Researchers at Texas A&M University say they have done something the human brain was long thought incapable of: rolled back the cellular clock on aging — with two squirts of a nasal spray.
In findings published in the Journal of Extracellular Vesicles and highlighted on May 26, 2026, scientists at the university's Institute for Regenerative Medicine reported that an experimental intranasal therapy reduced chronic brain inflammation, restored mitochondrial function, and significantly improved memory in test animals after just two doses. The benefits, they say, lasted for months.
Fighting "neuroinflammaging"
The therapy targets a process scientists call neuroinflammaging — low-grade chronic inflammation in the aging brain. Over time, that simmering immune activity disrupts memory and learning, and is increasingly seen as a major driver of dementia and Alzheimer's disease.

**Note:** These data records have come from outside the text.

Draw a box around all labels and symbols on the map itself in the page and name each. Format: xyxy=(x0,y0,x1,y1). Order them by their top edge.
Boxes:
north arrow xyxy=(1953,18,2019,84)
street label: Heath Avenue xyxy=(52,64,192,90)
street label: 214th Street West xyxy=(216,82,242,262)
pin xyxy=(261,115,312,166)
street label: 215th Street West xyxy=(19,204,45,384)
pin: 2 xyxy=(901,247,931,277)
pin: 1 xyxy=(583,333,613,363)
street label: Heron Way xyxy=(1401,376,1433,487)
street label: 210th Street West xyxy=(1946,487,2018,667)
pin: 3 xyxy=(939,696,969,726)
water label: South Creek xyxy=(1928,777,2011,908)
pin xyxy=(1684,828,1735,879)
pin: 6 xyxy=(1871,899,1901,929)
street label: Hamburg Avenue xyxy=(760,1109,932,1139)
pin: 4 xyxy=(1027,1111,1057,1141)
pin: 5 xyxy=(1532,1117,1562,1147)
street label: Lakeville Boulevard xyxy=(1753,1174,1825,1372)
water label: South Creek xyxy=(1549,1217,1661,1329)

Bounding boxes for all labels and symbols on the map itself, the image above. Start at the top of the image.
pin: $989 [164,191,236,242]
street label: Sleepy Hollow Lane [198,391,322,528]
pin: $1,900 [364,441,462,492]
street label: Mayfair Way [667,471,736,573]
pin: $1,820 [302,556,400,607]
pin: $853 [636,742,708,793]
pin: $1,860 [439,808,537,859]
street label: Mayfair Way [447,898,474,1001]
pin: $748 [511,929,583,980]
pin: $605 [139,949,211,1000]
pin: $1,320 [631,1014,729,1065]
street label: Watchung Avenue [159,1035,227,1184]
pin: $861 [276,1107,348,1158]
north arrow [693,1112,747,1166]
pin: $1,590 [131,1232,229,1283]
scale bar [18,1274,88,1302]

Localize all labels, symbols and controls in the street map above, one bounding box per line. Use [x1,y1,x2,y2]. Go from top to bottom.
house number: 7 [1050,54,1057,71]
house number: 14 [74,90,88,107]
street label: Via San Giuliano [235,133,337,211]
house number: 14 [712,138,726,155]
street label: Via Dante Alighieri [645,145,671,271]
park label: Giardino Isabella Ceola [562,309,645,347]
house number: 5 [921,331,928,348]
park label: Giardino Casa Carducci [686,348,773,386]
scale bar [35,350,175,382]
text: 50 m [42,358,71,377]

"Brain age-related diseases like dementia are a major health concern worldwide," said Dr. Ashok Shetty, the university distinguished professor who led the study. "What we're showing is brain aging can be reversed, to help people stay mentally sharp, socially engaged and free from age-related decline."
How the spray works
The treatment relies on tiny biological capsules called extracellular vesicles (EVs), naturally produced by cells to ferry genetic material around the body. The Texas A&M team loaded these vesicles with specific microRNAs — molecules that regulate gene activity — and delivered them through the nose.
That route matters. Nasal delivery sidesteps the blood-brain barrier, the protective shield that blocks most drugs from reaching brain tissue. "Intranasal delivery allows us to reach, and treat, the brain directly without invasive procedures," said senior research scientist Dr. Maheedhar Kodali.
Once inside the brain, the microRNAs shut down two key inflammatory pathways — the NLRP3 inflammasome and cGAS-STING signaling — that drive chronic aging-related inflammation. They also reactivated mitochondria, the cellular power plants that produce energy. As mitochondria recover, neurons regain the ability to process and store information.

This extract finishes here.